Hof hoeft niet ambtshalve hoge puntwaarde voor kosten bezwaar toe te kennen

Gegevens

Nummer
2025/531
Publicatiedatum
21 maart 2025
Auteur
Redactie
ECLI
ECLI:NL:HR:2025:419
Rubriek
Formeel belastingrecht
Relevante informatie

Bij uitspraak op bezwaar zijn de aan belanghebbende opgelegde naheffingsaanslag BPM en beschikking belastingrente verminderd. Daarbij heeft de inspecteur belanghebbende een kostenvergoeding toegekend voor beroepsmatig verleende rechtsbijstand, berekend naar de lage puntwaarde. In beroep en hoger beroep heeft belanghebbende alleen de naheffingsaanslag BPM en beschikking belastingrente bestreden. De rechtbank heeft het beroep ongegrond verklaard. Hof Den Haag (ECLI:NL:GHDHA:2024:1661) heeft het hoger beroep gegrond verklaard en de naheffingsaanslag verder verminderd. Het hof heeft belanghebbende een proceskostenvergoeding toegekend voor de kosten van rechtsbijstand in beroep en hoger beroep.

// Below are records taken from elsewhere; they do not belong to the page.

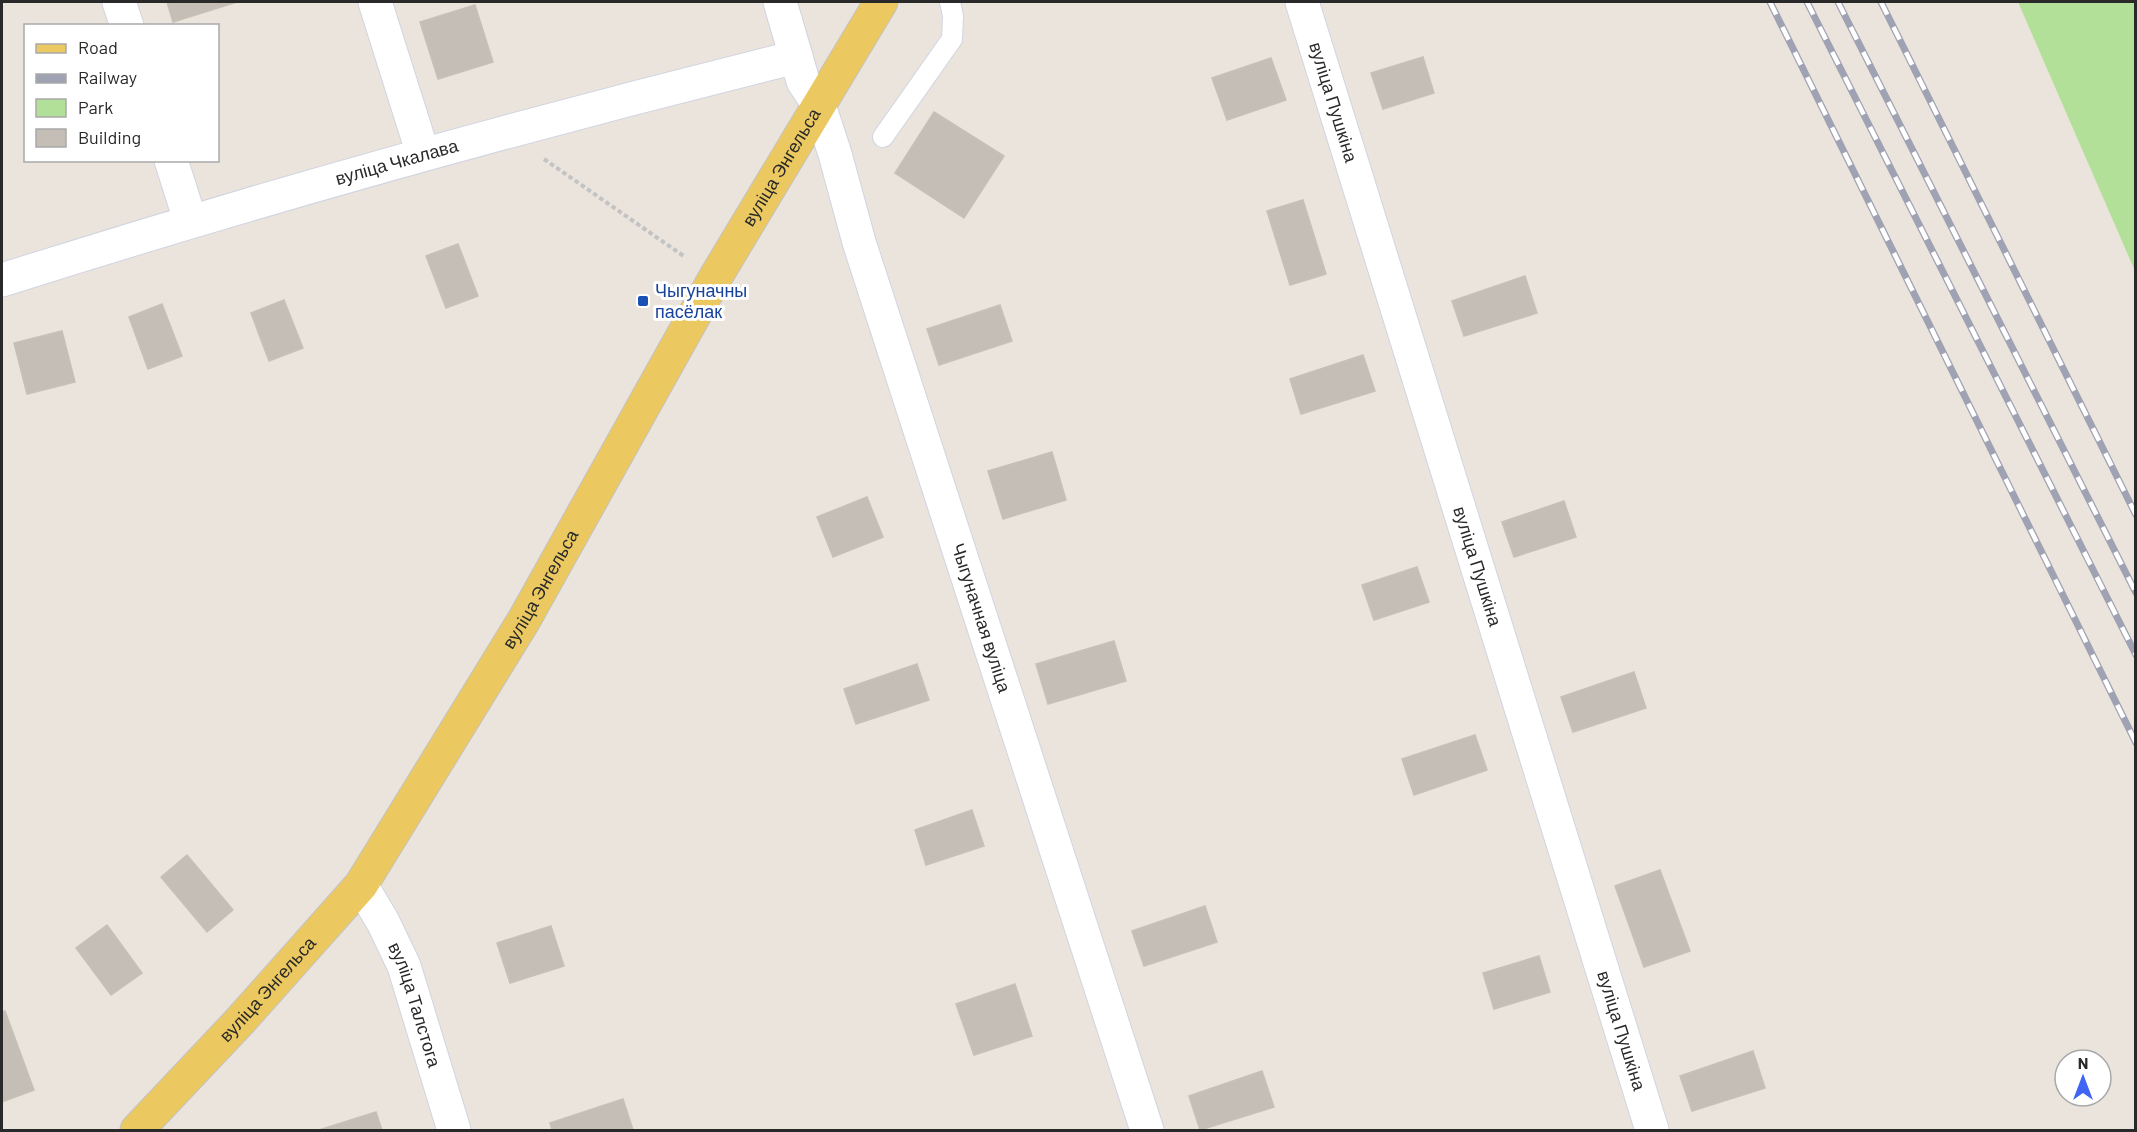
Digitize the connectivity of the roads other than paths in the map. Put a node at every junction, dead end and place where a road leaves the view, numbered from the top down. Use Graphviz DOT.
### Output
graph roads {
  1 [pos="119,2"];
  2 [pos="375,2"];
  3 [pos="780,2"];
  4 [pos="881,2"];
  5 [pos="950,2"];
  6 [pos="1302,2"];
  7 [pos="126,24"];
  8 [pos="796,57"];
  9 [pos="819,105"];
  10 [pos="883,137"];
  11 [pos="423,154"];
  12 [pos="172,162"];
  13 [pos="190,220"];
  14 [pos="2,280"];
  15 [pos="361,885"];
  16 [pos="137,1131"];
  17 [pos="454,1131"];
  18 [pos="1147,1131"];
  19 [pos="1652,1131"];
  1 -- 7 [label="street"];
  2 -- 11 [label="street"];
  3 -- 8 [label="street, Чыгуначная вуліца"];
  4 -- 9 [label="main road, вуліца Энгельса"];
  5 -- 10 [label="lane"];
  6 -- 19 [label="street, вуліца Пушкіна"];
  8 -- 9 [label="street, Чыгуначная вуліца"];
  8 -- 11 [label="street, вуліца Чкалава"];
  9 -- 15 [label="main road, вуліца Энгельса"];
  9 -- 18 [label="street, Чыгуначная вуліца"];
  11 -- 13 [label="street, вуліца Чкалава"];
  12 -- 13 [label="street"];
  13 -- 14 [label="street, вуліца Чкалава"];
  15 -- 16 [label="main road, вуліца Энгельса"];
  15 -- 17 [label="street, вуліца Талстога"];
}
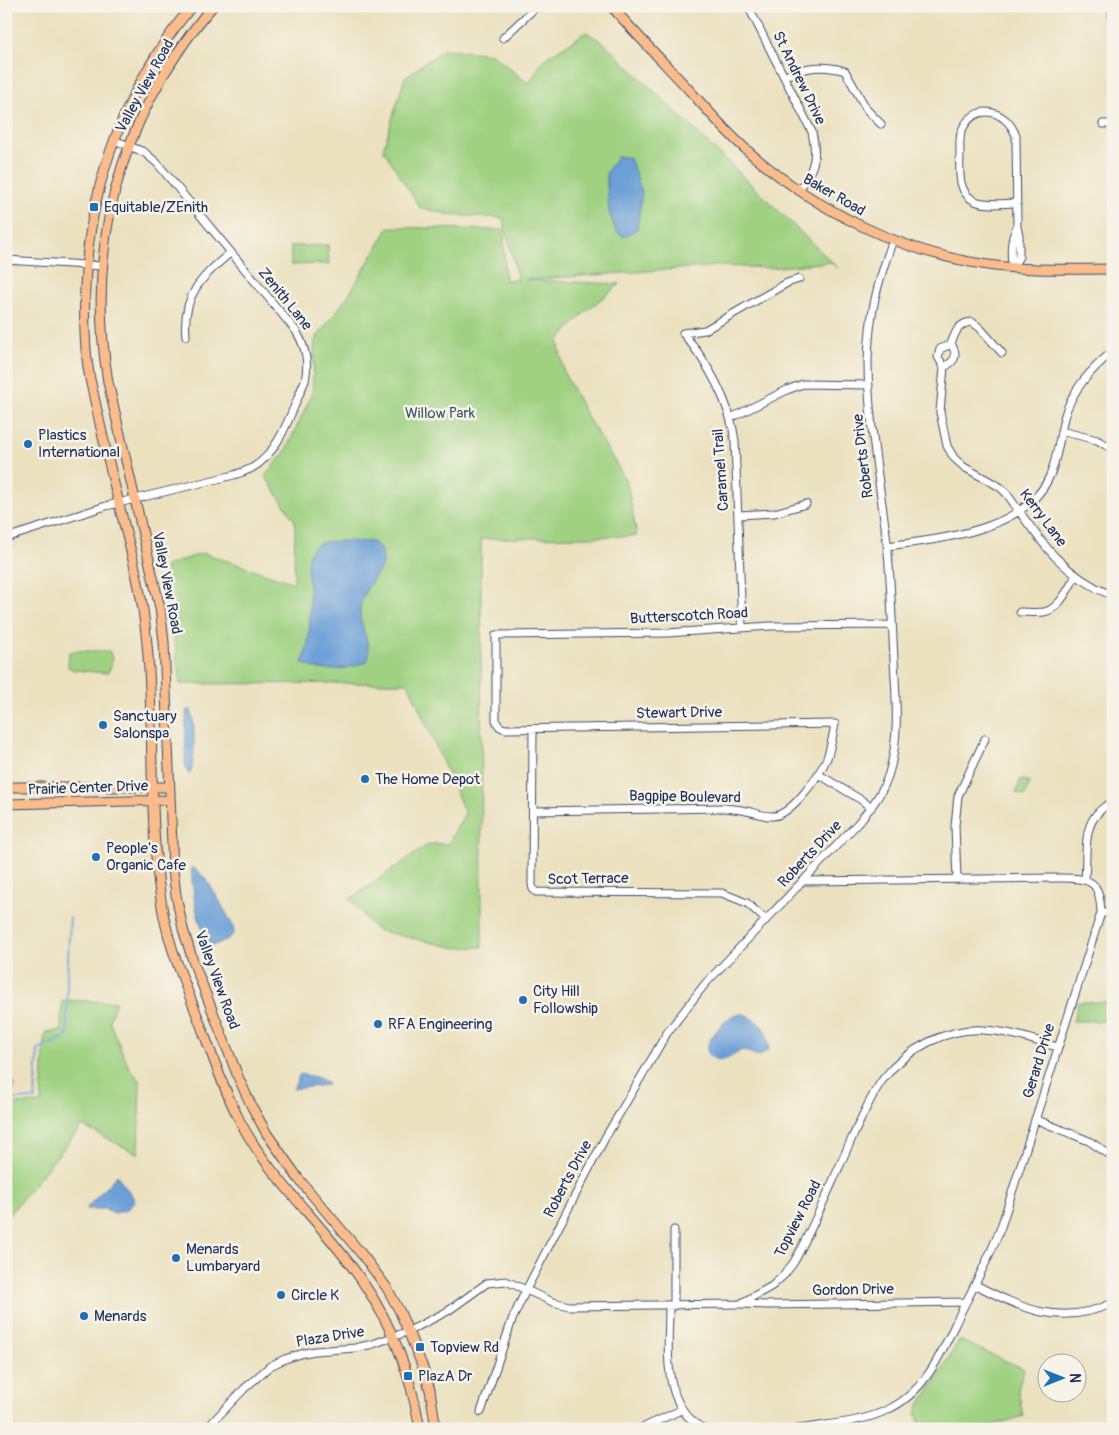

De reeds toegekende kostenvergoeding in bezwaar heeft het hof in stand gelaten.

In cassatie klaagt belanghebbende, onder verwijzing naar HR 12 juli 2024, ECLI:NL:HR:2024:1060, NTFR 2024/1244), erover dat het hof de hoge puntwaarde voor bezwaar had moeten hanteren. De klacht faalt. Omdat belanghebbende in beroep en hoger beroep de beslissing inzake de kostenvergoeding voor bezwaar niet heeft aangevochten, was het hof namelijk niet gehouden om ambtshalve te onderzoeken of de inspecteur bij het vaststellen van de kostenvergoeding voor bezwaar de juiste waarde per punt heeft gehanteerd.